[Records provided Boundary: Start]
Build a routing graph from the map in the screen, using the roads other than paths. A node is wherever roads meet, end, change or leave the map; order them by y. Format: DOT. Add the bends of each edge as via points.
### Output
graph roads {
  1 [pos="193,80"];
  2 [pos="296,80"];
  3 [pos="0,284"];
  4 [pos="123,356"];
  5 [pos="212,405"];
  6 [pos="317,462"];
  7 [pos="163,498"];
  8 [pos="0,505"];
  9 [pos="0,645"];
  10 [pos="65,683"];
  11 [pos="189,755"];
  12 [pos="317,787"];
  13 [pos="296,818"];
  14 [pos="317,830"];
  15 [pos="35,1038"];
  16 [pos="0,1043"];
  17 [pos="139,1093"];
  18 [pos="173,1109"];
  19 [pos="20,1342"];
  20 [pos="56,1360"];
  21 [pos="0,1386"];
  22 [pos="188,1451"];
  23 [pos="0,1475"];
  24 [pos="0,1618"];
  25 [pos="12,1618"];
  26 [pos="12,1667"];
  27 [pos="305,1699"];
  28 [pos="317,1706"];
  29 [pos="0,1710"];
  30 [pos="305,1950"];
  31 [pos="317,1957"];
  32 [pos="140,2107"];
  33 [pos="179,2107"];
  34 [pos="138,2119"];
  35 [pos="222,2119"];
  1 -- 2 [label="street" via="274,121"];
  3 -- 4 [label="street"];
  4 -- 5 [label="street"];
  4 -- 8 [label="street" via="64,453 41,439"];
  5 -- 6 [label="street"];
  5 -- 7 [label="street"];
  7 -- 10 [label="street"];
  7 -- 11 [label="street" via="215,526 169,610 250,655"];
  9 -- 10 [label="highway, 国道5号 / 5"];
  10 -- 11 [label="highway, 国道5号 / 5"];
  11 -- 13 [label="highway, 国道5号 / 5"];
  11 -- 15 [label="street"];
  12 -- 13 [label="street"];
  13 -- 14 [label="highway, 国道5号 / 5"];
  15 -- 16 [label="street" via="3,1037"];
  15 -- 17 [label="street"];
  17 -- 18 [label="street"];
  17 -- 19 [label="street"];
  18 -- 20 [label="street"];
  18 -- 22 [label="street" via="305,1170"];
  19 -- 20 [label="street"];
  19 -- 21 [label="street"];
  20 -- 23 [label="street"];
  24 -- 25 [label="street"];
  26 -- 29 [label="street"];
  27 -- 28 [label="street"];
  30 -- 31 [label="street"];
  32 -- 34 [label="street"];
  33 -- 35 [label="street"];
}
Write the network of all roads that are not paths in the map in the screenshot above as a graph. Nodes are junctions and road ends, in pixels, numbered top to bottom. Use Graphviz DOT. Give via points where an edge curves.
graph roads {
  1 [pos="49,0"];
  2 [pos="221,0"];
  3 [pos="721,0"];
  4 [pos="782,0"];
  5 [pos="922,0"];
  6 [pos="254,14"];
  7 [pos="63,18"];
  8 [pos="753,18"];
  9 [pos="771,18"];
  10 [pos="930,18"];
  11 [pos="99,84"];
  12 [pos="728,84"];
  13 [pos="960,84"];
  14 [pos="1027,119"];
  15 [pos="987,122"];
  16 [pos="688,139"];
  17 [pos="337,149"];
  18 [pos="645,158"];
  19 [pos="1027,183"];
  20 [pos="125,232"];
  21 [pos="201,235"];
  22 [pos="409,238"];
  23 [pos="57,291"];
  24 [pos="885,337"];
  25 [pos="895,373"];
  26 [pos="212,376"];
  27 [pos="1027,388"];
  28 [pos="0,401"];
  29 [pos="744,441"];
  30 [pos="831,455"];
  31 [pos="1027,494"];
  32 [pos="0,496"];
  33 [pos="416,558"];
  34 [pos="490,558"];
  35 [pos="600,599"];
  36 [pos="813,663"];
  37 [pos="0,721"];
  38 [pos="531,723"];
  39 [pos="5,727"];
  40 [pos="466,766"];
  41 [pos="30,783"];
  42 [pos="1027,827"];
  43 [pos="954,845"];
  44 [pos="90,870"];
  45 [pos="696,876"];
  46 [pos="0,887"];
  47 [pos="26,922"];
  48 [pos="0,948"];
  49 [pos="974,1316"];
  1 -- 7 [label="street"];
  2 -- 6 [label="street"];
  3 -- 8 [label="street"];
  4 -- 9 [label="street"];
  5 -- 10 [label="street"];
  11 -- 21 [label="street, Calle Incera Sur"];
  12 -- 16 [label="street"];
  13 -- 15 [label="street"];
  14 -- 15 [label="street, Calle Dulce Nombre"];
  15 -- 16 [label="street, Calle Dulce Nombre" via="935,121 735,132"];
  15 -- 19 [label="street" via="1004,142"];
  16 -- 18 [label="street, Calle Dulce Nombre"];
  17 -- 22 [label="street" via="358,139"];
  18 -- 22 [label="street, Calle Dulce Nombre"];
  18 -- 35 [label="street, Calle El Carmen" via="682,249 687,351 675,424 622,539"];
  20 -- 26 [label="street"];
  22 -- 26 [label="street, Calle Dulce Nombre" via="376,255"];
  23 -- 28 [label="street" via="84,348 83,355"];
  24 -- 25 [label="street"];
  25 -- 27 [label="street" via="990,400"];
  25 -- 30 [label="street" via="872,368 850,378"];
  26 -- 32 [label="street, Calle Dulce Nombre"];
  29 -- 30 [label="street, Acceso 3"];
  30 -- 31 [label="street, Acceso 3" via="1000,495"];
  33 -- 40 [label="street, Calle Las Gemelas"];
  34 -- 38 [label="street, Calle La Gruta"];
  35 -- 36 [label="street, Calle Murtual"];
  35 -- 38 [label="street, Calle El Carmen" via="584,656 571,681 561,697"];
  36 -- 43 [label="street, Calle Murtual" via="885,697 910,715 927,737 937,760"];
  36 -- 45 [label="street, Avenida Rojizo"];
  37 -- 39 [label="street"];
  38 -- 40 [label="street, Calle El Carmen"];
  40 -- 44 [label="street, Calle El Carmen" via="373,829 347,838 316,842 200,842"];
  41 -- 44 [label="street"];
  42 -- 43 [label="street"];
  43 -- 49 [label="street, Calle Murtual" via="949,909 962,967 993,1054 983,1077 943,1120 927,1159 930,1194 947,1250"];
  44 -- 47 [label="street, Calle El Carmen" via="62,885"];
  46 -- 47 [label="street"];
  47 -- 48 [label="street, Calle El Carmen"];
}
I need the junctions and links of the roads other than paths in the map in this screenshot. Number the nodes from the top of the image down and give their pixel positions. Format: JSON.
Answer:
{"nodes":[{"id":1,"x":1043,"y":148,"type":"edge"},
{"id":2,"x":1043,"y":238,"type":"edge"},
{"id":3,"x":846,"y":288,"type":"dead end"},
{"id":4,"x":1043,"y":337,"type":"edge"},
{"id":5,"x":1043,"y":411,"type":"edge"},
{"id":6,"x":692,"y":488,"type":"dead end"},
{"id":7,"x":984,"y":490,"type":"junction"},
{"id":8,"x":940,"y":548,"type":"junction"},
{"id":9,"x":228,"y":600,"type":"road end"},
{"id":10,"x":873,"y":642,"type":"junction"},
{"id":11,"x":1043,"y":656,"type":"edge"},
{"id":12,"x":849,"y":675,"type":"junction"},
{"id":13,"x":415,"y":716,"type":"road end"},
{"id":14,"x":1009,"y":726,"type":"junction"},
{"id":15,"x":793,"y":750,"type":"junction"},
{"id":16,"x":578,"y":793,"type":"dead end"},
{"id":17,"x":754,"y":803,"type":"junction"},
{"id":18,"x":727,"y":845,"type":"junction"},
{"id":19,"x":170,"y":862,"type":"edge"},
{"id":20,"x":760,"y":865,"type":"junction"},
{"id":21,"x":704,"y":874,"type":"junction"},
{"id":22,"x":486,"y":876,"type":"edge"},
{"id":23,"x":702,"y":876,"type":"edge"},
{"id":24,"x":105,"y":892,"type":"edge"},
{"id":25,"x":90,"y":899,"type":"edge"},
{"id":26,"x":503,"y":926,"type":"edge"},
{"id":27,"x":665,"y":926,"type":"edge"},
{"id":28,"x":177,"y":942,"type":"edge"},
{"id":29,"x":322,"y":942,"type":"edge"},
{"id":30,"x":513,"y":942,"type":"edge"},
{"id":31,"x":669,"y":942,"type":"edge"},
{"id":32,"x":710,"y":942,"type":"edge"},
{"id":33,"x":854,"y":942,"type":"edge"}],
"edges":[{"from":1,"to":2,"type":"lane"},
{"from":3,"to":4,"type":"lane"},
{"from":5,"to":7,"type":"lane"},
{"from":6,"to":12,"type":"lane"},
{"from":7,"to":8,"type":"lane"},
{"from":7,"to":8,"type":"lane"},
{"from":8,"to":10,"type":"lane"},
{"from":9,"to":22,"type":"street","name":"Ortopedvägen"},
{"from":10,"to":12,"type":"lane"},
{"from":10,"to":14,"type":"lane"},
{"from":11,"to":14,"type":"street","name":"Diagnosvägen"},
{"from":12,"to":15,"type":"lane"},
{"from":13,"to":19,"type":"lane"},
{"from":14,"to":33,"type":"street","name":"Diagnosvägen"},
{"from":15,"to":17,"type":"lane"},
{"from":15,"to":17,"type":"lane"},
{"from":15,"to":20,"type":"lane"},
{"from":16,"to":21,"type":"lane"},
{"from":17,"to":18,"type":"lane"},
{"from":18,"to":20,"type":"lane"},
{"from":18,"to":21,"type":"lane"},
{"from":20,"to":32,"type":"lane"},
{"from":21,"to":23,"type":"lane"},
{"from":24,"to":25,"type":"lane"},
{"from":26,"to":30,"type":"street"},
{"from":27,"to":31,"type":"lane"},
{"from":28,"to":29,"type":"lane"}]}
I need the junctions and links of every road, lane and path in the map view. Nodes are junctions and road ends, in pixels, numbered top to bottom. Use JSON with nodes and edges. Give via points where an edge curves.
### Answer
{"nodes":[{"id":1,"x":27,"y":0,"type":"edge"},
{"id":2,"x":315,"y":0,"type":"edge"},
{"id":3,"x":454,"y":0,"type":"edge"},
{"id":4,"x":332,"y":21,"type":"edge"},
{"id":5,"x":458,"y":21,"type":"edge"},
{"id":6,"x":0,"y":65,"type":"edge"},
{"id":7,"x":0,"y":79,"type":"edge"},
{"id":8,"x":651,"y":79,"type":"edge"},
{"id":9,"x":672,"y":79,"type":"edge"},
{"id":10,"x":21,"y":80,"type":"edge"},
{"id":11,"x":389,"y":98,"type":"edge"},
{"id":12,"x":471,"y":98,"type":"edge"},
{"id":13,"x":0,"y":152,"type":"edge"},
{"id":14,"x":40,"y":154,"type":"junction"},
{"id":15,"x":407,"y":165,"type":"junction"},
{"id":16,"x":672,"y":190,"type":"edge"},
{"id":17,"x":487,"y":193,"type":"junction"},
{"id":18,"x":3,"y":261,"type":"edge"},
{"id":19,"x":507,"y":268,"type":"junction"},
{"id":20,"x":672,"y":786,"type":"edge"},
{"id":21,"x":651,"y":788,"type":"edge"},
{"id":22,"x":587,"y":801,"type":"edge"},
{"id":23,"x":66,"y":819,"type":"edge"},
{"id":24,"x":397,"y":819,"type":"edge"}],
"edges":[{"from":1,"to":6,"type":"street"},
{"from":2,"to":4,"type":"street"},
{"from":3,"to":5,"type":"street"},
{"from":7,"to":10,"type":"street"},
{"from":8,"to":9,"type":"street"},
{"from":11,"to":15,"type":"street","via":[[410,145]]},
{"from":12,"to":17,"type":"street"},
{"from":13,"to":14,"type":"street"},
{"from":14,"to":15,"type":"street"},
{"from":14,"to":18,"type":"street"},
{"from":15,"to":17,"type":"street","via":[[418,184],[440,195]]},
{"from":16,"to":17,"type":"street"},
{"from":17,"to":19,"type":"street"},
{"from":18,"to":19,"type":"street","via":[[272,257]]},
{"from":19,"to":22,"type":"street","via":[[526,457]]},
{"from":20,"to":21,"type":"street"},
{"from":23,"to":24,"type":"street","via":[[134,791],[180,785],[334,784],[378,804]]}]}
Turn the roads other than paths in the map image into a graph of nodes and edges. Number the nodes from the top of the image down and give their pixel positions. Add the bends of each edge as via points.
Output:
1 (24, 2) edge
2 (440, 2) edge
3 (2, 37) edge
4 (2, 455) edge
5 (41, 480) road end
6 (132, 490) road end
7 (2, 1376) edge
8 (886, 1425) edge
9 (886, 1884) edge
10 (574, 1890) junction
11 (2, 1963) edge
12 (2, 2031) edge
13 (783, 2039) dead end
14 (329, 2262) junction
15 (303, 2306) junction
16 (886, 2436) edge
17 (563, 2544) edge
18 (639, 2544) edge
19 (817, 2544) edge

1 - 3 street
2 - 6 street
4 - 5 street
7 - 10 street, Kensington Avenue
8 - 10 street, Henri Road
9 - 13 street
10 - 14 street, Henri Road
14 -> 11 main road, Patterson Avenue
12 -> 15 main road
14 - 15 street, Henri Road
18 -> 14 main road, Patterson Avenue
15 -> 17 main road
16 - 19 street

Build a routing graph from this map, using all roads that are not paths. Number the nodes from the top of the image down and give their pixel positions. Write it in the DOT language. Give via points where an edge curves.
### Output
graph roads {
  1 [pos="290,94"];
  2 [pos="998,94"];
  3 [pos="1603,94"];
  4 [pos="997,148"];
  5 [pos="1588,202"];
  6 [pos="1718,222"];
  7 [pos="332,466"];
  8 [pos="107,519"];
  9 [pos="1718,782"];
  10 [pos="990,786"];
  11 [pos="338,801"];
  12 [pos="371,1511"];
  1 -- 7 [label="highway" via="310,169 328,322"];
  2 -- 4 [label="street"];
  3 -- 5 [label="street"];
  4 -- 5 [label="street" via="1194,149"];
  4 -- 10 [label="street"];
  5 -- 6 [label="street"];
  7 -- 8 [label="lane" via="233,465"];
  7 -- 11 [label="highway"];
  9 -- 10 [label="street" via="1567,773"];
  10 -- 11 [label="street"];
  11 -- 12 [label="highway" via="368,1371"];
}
[Records provided Boundary: End]
#### [Task to carry out]
Using the records above, report how many lines include "Carmen", with no words around the number.

#### [Result of this task]
6